[Start of Attachment]
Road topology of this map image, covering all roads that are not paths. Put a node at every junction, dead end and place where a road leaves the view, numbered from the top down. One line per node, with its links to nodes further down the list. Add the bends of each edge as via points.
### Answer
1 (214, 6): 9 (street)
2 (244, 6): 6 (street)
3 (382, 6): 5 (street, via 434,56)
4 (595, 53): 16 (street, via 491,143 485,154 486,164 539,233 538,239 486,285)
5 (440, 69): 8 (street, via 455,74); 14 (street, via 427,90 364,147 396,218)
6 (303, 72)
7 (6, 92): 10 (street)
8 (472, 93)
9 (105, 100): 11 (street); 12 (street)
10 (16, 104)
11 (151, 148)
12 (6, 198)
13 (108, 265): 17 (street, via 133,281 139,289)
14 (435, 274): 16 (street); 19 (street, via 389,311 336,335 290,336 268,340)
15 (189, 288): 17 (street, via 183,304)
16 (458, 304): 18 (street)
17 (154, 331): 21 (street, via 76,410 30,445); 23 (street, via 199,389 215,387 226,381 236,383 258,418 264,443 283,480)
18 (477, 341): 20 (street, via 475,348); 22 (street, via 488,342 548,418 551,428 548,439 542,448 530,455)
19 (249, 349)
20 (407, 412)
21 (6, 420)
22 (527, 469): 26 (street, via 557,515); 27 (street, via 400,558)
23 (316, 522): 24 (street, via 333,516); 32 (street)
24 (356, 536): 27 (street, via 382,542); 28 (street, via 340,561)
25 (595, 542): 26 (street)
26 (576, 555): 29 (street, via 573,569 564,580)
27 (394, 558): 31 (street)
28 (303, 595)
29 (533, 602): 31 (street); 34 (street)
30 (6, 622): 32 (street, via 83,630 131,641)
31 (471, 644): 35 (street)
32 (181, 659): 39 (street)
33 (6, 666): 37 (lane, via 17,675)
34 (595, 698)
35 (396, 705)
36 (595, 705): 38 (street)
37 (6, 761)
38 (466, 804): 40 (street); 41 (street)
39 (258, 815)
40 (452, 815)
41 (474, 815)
[End of Attachment]
AIM OF THE EXERCISE:
Each record above is to be reproduced verbatim.

YOUR RESPONSE:
Road topology of this map image, covering all roads that are not paths. Put a node at every junction, dead end and place where a road leaves the view, numbered from the top down. One line per node, with its links to nodes further down the list. Add the bends of each edge as via points.
### Answer
1 (214, 6): 9 (street)
2 (244, 6): 6 (street)
3 (382, 6): 5 (street, via 434,56)
4 (595, 53): 16 (street, via 491,143 485,154 486,164 539,233 538,239 486,285)
5 (440, 69): 8 (street, via 455,74); 14 (street, via 427,90 364,147 396,218)
6 (303, 72)
7 (6, 92): 10 (street)
8 (472, 93)
9 (105, 100): 11 (street); 12 (street)
10 (16, 104)
11 (151, 148)
12 (6, 198)
13 (108, 265): 17 (street, via 133,281 139,289)
14 (435, 274): 16 (street); 19 (street, via 389,311 336,335 290,336 268,340)
15 (189, 288): 17 (street, via 183,304)
16 (458, 304): 18 (street)
17 (154, 331): 21 (street, via 76,410 30,445); 23 (street, via 199,389 215,387 226,381 236,383 258,418 264,443 283,480)
18 (477, 341): 20 (street, via 475,348); 22 (street, via 488,342 548,418 551,428 548,439 542,448 530,455)
19 (249, 349)
20 (407, 412)
21 (6, 420)
22 (527, 469): 26 (street, via 557,515); 27 (street, via 400,558)
23 (316, 522): 24 (street, via 333,516); 32 (street)
24 (356, 536): 27 (street, via 382,542); 28 (street, via 340,561)
25 (595, 542): 26 (street)
26 (576, 555): 29 (street, via 573,569 564,580)
27 (394, 558): 31 (street)
28 (303, 595)
29 (533, 602): 31 (street); 34 (street)
30 (6, 622): 32 (street, via 83,630 131,641)
31 (471, 644): 35 (street)
32 (181, 659): 39 (street)
33 (6, 666): 37 (lane, via 17,675)
34 (595, 698)
35 (396, 705)
36 (595, 705): 38 (street)
37 (6, 761)
38 (466, 804): 40 (street); 41 (street)
39 (258, 815)
40 (452, 815)
41 (474, 815)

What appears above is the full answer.